With a soft clink of metal the key fell from his trembling fingers to the floor, shakily standing at the threshold taking great, heaving breaths. His vision was growing blurry and his hearing muffled, but after a moment of hesitation he stepped inside, pulling the door shut behind him, the click of the lock oddly comforting. Movement in front of him, down the narrow hall, and he knew he wasn’t alone. The pistol was still clutched in his left hand. He tried to take another step but his body had had enough; the pistol dropped to the floor, abandoned, as he tried to steady himself by pressing that palm to the wall.

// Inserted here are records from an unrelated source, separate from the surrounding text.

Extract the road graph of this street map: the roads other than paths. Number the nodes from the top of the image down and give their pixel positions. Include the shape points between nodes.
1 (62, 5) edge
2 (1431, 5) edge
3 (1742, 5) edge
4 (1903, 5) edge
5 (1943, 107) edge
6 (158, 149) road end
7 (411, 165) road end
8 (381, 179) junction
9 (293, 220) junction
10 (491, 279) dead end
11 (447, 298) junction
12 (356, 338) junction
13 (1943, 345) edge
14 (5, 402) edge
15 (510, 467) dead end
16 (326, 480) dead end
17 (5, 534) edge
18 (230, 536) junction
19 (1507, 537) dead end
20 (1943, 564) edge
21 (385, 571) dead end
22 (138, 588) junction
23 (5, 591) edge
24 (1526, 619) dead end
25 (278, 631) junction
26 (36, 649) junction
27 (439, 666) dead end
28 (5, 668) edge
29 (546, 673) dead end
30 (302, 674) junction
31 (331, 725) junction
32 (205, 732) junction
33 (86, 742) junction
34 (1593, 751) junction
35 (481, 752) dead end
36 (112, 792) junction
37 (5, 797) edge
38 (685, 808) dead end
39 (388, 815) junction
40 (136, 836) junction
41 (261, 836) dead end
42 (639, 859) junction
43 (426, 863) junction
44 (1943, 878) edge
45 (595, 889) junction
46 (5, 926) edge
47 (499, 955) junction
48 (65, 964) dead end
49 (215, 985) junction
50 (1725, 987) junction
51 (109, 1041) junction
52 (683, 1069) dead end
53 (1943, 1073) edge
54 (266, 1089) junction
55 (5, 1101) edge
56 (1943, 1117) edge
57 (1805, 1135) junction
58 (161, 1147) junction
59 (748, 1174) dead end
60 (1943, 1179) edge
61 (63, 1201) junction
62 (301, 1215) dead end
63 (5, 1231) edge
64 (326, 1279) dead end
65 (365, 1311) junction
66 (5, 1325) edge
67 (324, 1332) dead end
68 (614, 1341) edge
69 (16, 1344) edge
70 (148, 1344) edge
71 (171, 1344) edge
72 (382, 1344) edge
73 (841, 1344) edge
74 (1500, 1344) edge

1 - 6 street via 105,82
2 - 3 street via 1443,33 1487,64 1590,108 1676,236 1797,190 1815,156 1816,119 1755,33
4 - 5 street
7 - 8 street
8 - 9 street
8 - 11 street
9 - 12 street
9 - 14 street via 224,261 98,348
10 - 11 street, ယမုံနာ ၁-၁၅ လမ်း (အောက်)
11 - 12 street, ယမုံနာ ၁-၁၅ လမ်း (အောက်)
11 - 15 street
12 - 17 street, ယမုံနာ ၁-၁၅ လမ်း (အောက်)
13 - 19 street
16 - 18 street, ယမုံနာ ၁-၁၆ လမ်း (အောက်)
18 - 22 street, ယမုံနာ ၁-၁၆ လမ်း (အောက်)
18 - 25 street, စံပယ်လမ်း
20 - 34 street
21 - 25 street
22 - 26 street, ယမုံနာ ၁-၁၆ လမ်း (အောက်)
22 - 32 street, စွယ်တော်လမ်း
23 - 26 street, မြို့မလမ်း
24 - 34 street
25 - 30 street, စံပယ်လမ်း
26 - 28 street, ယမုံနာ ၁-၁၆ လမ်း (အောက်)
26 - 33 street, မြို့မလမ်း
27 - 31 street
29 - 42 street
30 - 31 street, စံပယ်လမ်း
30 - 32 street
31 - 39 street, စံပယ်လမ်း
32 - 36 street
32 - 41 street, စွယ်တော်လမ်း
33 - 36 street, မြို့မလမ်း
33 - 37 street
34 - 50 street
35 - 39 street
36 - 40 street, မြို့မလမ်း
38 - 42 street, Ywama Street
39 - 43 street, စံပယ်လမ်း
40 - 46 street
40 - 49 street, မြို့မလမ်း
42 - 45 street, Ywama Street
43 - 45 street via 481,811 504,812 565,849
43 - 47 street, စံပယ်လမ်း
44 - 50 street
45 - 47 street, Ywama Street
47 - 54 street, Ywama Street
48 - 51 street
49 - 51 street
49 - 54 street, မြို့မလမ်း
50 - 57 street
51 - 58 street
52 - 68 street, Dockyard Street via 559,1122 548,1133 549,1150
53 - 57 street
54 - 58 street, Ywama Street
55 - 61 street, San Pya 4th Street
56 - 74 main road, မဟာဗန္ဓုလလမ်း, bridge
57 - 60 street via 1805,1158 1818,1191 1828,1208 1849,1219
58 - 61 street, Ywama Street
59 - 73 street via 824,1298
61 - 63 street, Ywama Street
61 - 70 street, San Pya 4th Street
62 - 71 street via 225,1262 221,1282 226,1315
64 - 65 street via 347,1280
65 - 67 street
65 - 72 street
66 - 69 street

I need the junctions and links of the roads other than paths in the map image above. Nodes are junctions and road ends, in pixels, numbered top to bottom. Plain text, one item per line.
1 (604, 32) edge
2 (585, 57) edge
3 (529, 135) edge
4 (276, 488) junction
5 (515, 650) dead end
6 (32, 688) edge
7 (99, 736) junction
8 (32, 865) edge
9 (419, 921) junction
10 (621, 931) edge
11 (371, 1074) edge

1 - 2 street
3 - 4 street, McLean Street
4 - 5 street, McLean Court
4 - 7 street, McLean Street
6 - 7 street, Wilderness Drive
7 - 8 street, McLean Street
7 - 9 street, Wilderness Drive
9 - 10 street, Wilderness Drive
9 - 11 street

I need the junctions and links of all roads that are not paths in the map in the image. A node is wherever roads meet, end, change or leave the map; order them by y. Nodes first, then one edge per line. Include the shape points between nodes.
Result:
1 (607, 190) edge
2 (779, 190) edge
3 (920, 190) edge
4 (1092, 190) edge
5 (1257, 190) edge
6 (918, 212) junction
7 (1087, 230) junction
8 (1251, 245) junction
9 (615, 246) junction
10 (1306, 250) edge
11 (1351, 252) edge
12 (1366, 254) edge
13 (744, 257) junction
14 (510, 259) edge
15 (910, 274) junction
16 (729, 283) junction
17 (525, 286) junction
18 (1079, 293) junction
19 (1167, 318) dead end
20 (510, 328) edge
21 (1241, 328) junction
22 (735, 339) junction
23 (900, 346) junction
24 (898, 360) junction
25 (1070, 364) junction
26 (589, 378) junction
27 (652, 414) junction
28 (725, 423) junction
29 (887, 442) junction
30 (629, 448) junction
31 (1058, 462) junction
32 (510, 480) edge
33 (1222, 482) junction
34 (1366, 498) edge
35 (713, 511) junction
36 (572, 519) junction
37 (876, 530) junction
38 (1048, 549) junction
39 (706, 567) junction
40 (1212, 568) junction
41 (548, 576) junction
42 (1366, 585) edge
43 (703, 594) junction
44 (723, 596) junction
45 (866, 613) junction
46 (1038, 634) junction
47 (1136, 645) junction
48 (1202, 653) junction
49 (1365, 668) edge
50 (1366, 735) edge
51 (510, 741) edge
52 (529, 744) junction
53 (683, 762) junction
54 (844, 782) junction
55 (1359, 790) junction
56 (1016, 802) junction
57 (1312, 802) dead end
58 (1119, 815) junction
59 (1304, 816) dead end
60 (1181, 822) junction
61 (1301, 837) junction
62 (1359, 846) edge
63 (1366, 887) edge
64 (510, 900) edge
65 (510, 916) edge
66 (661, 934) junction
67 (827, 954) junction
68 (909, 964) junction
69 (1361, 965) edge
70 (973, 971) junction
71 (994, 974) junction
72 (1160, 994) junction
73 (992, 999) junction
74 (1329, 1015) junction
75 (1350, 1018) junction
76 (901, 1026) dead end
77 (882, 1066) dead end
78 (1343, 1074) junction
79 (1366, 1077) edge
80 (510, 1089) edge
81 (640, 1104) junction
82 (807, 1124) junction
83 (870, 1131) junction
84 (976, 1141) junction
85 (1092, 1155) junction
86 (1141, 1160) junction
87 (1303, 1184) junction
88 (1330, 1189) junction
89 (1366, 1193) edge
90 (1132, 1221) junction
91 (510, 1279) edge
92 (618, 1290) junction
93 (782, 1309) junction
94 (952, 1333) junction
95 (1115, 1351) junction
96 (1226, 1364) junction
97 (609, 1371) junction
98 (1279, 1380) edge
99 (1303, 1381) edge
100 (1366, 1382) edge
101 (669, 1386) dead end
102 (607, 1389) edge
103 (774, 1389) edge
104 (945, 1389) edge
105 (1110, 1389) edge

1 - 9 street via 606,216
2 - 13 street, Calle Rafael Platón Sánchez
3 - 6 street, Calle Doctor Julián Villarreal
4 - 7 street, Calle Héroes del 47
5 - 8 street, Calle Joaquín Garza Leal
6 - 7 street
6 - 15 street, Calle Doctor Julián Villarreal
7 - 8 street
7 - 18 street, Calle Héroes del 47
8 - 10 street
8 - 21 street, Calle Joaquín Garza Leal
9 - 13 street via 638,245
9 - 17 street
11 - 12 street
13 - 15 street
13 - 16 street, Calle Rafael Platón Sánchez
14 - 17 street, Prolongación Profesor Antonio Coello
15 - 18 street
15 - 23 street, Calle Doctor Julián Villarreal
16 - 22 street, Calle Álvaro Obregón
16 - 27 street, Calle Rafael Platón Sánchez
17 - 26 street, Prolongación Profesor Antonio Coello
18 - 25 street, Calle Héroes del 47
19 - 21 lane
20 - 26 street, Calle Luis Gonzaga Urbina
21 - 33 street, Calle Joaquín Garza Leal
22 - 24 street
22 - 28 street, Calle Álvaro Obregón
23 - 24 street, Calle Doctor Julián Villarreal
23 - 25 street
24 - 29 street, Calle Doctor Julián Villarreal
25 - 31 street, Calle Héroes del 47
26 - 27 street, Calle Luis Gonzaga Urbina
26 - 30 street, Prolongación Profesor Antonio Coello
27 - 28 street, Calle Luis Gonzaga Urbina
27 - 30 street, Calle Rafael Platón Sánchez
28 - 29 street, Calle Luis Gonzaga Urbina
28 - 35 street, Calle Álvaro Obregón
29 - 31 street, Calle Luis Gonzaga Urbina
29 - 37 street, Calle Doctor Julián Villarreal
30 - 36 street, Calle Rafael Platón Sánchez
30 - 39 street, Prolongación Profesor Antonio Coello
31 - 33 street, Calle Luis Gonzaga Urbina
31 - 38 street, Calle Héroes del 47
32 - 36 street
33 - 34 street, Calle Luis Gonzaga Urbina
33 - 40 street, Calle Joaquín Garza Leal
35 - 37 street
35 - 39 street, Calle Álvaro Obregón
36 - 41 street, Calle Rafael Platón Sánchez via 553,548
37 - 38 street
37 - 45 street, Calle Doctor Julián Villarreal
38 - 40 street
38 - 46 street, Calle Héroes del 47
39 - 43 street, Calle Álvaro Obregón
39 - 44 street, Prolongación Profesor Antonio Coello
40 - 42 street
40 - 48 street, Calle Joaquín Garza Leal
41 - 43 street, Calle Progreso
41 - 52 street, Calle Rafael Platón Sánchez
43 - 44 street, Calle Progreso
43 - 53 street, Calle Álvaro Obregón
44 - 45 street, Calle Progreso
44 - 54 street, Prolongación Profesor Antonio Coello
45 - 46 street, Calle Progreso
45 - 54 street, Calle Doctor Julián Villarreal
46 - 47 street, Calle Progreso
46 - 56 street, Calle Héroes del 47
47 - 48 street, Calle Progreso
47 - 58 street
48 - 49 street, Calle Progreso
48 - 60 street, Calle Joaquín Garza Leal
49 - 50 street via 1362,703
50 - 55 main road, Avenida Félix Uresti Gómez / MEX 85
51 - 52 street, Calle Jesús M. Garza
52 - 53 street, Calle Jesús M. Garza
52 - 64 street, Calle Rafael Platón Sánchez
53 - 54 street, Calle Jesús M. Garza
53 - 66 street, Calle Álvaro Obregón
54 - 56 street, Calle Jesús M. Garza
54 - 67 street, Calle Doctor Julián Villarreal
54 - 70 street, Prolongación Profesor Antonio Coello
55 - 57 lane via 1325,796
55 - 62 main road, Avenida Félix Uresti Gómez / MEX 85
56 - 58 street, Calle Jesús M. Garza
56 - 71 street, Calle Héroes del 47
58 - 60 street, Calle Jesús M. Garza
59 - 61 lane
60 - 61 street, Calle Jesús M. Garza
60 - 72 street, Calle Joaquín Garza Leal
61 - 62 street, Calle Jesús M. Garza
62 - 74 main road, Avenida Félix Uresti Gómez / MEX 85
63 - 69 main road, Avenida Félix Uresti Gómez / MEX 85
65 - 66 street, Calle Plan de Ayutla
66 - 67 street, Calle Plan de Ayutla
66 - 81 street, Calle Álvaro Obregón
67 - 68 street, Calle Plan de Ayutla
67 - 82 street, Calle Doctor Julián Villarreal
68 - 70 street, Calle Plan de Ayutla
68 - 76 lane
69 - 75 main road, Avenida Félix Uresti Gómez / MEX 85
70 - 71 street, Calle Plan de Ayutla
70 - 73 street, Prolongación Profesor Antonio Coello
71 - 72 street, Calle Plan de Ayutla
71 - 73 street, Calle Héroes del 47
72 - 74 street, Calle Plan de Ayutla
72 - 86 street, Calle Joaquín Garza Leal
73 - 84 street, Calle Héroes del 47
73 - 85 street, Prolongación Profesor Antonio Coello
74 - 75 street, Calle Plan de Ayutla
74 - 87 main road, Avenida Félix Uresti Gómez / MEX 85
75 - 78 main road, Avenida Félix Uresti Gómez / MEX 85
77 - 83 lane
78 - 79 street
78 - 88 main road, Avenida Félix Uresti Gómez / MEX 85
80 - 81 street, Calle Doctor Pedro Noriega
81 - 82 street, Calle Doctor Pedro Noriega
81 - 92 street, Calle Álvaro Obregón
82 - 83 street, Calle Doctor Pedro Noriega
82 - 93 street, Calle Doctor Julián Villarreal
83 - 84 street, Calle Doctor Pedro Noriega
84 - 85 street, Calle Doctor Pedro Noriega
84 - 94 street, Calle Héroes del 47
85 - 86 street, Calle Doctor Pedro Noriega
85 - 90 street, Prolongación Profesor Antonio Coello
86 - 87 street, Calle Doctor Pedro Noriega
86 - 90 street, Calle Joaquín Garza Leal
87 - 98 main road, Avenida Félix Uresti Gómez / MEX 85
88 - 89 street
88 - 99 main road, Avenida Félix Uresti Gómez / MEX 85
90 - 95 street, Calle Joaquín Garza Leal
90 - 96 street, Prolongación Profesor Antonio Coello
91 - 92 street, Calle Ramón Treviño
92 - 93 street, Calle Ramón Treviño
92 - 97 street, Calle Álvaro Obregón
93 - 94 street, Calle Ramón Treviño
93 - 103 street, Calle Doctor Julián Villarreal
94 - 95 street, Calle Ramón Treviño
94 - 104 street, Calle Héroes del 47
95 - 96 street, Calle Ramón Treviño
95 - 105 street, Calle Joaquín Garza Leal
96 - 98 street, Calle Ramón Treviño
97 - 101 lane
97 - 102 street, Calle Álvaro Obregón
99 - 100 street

Something was spoken to him but he didn’t catch it, gaze lifting to where he’d seen the movement earlier. Someone was standing a few yards away now. He didn’t need to hear to know who it was. Breath was inhaled sharply, words attempted but failed.
Emily Vandom.
His whole body was shaking; it felt like the world was collapsing in on itself all around him. Underneath all the pain was a faint, lingering disappointment. Pain washed his thoughts away, a low whimper in his throat betraying the fact he was injured. He was going to go down, he felt it, and not a moment later did his right leg buckle, his whole body collapsing with it. He fell into something warm and yielding, not hard floor like he expected, but he had no time to ponder it as the darkness closed in on him.